● Required action
The answer should be a single number, the count of lines in this material that contain "them".

[[ The data open ]]

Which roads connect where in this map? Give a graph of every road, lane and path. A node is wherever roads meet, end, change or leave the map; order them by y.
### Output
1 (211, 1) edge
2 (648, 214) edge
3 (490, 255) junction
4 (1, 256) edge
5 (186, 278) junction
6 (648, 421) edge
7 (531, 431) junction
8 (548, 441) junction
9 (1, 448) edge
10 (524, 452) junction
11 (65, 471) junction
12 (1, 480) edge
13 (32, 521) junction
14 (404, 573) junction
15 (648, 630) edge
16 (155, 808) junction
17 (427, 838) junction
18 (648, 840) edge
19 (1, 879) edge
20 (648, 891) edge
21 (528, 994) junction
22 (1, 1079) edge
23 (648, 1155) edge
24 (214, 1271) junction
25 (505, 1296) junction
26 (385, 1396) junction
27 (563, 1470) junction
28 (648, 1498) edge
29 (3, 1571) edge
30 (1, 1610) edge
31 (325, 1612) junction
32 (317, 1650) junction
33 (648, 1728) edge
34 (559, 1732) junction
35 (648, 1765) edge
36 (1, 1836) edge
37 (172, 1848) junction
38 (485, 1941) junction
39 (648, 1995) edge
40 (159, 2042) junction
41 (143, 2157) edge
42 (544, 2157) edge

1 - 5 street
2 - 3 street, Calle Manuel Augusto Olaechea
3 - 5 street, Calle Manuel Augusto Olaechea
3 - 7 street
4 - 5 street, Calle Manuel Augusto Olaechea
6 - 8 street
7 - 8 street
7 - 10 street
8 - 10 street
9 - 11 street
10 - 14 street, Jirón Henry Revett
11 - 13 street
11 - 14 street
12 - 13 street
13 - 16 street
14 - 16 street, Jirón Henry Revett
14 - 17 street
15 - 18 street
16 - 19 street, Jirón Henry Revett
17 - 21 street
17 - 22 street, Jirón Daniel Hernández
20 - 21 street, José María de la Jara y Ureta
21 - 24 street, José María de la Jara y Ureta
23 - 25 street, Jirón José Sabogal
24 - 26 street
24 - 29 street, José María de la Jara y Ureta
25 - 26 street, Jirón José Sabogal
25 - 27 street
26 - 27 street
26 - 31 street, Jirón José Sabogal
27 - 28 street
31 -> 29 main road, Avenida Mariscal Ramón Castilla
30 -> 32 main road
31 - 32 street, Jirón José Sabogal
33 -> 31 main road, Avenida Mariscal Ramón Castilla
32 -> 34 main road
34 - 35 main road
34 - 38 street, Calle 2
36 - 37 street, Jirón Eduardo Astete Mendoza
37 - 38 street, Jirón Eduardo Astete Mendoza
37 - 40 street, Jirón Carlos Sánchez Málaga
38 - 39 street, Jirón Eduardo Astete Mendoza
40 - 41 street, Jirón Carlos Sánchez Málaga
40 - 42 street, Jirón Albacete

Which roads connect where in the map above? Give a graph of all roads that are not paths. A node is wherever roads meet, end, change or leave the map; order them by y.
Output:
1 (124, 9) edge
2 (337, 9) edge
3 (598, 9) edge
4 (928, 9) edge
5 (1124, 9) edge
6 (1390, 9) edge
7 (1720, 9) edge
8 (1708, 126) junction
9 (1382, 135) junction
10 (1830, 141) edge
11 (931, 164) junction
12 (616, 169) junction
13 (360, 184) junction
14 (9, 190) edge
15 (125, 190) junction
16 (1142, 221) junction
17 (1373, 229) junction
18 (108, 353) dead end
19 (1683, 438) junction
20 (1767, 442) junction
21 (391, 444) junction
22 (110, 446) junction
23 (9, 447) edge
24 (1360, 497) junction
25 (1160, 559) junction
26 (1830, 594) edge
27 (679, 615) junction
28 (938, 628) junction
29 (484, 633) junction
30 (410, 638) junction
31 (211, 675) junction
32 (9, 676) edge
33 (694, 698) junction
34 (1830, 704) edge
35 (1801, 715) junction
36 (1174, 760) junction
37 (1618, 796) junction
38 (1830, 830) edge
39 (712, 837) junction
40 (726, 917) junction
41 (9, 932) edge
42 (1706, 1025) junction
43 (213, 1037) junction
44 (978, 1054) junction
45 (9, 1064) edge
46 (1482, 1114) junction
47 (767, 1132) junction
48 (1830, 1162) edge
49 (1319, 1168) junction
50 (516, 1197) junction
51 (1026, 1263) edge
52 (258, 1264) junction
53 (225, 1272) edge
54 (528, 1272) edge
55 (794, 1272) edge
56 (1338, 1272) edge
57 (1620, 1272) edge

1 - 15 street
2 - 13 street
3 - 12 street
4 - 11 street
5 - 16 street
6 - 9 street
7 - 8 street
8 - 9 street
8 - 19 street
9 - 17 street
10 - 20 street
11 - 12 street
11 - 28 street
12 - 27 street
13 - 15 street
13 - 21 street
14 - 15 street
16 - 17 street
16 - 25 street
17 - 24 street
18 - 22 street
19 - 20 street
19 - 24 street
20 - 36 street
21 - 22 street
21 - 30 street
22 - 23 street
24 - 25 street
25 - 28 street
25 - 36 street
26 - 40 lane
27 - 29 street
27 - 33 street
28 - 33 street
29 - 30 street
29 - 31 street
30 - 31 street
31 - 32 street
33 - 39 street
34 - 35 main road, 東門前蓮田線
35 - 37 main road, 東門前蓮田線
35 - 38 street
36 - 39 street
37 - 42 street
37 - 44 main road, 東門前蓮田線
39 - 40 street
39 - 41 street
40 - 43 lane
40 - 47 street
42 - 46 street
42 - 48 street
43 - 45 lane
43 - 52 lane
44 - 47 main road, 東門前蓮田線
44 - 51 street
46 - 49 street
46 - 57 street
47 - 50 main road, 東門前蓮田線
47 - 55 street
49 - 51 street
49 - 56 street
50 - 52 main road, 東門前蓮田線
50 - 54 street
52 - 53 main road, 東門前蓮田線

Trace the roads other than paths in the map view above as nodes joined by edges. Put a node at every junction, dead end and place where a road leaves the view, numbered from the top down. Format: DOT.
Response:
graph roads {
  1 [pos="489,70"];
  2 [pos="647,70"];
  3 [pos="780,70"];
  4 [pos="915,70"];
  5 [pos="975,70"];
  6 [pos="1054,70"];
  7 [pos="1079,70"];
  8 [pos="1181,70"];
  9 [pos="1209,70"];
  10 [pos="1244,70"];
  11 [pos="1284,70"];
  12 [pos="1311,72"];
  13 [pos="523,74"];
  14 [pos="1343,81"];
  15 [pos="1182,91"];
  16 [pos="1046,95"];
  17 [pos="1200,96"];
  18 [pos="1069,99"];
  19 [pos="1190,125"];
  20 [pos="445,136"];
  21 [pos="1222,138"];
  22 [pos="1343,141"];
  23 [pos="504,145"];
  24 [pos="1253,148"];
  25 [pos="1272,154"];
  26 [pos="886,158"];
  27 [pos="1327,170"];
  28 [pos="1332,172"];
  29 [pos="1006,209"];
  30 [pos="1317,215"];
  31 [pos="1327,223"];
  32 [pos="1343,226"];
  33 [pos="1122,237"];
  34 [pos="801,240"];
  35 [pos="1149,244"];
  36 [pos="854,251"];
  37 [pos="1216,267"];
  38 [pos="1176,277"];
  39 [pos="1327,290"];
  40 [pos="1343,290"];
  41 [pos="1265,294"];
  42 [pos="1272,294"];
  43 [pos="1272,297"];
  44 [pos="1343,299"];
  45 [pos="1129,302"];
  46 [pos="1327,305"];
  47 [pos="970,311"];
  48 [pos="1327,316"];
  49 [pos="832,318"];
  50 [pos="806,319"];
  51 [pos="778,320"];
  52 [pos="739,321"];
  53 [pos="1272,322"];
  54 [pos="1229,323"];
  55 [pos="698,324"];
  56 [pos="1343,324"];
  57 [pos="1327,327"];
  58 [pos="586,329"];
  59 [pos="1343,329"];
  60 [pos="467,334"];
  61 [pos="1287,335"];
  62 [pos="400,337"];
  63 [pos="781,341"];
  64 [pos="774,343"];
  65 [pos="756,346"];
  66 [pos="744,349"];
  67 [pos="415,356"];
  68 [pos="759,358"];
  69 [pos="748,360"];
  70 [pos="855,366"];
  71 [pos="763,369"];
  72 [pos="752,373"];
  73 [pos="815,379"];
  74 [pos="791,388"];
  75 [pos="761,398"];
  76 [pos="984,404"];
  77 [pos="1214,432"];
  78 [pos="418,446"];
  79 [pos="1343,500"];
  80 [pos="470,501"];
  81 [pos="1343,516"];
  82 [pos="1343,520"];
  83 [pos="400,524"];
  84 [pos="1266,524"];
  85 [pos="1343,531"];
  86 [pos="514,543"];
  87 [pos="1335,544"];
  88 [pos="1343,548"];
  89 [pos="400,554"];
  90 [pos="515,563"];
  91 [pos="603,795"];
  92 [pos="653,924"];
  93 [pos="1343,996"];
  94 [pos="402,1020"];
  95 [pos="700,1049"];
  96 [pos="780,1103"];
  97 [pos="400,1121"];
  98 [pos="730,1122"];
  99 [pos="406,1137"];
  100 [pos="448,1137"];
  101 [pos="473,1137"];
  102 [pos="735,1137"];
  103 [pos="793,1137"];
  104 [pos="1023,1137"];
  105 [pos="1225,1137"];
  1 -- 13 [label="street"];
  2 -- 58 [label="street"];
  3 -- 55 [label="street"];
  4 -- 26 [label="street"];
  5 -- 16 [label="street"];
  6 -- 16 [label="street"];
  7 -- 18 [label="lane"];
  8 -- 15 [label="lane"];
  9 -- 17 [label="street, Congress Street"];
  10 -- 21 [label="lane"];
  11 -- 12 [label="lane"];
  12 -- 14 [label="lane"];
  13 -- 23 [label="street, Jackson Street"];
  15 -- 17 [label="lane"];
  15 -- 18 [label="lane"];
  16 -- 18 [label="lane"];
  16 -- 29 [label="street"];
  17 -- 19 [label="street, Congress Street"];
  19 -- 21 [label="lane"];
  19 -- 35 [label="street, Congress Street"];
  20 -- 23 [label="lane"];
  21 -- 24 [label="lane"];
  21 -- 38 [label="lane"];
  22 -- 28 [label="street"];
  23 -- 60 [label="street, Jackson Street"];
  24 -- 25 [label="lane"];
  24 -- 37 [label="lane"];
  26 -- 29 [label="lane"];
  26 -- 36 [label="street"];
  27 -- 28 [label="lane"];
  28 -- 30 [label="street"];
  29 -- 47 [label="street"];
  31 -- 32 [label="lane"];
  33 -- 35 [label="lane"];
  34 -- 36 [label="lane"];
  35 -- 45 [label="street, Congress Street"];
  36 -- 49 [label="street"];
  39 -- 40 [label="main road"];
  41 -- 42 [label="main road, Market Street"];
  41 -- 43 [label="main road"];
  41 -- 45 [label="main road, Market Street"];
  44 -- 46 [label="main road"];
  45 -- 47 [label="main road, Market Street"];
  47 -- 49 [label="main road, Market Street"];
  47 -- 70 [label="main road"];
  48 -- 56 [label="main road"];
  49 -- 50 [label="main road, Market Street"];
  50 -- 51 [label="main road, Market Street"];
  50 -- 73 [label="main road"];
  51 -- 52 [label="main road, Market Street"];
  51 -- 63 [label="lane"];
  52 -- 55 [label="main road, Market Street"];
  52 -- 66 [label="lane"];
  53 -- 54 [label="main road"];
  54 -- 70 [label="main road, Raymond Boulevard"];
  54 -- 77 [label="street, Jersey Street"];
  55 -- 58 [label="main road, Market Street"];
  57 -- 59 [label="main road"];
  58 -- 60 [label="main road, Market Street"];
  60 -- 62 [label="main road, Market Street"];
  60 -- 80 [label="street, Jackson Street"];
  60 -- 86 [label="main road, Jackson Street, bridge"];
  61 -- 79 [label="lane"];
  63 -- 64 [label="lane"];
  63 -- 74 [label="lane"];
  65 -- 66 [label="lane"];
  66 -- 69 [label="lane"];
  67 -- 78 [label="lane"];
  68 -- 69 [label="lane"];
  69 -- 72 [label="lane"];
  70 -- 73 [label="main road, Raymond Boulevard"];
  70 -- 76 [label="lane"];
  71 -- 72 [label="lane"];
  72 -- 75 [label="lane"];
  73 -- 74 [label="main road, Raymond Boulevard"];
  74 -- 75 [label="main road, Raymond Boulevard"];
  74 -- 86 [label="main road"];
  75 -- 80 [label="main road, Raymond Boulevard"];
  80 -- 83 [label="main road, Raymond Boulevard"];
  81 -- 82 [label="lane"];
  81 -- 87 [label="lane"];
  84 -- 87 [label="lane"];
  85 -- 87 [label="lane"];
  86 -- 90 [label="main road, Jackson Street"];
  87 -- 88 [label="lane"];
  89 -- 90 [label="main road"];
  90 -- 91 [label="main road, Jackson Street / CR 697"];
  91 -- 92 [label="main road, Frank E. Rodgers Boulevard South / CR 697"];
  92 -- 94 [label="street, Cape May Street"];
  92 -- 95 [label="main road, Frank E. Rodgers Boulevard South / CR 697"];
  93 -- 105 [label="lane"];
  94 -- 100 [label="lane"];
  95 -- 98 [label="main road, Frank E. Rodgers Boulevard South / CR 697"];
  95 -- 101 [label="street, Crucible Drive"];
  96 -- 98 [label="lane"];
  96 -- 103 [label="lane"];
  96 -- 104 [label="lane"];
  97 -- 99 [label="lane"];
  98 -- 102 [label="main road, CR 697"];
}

[[ The data closed ]]

● Output of the task
2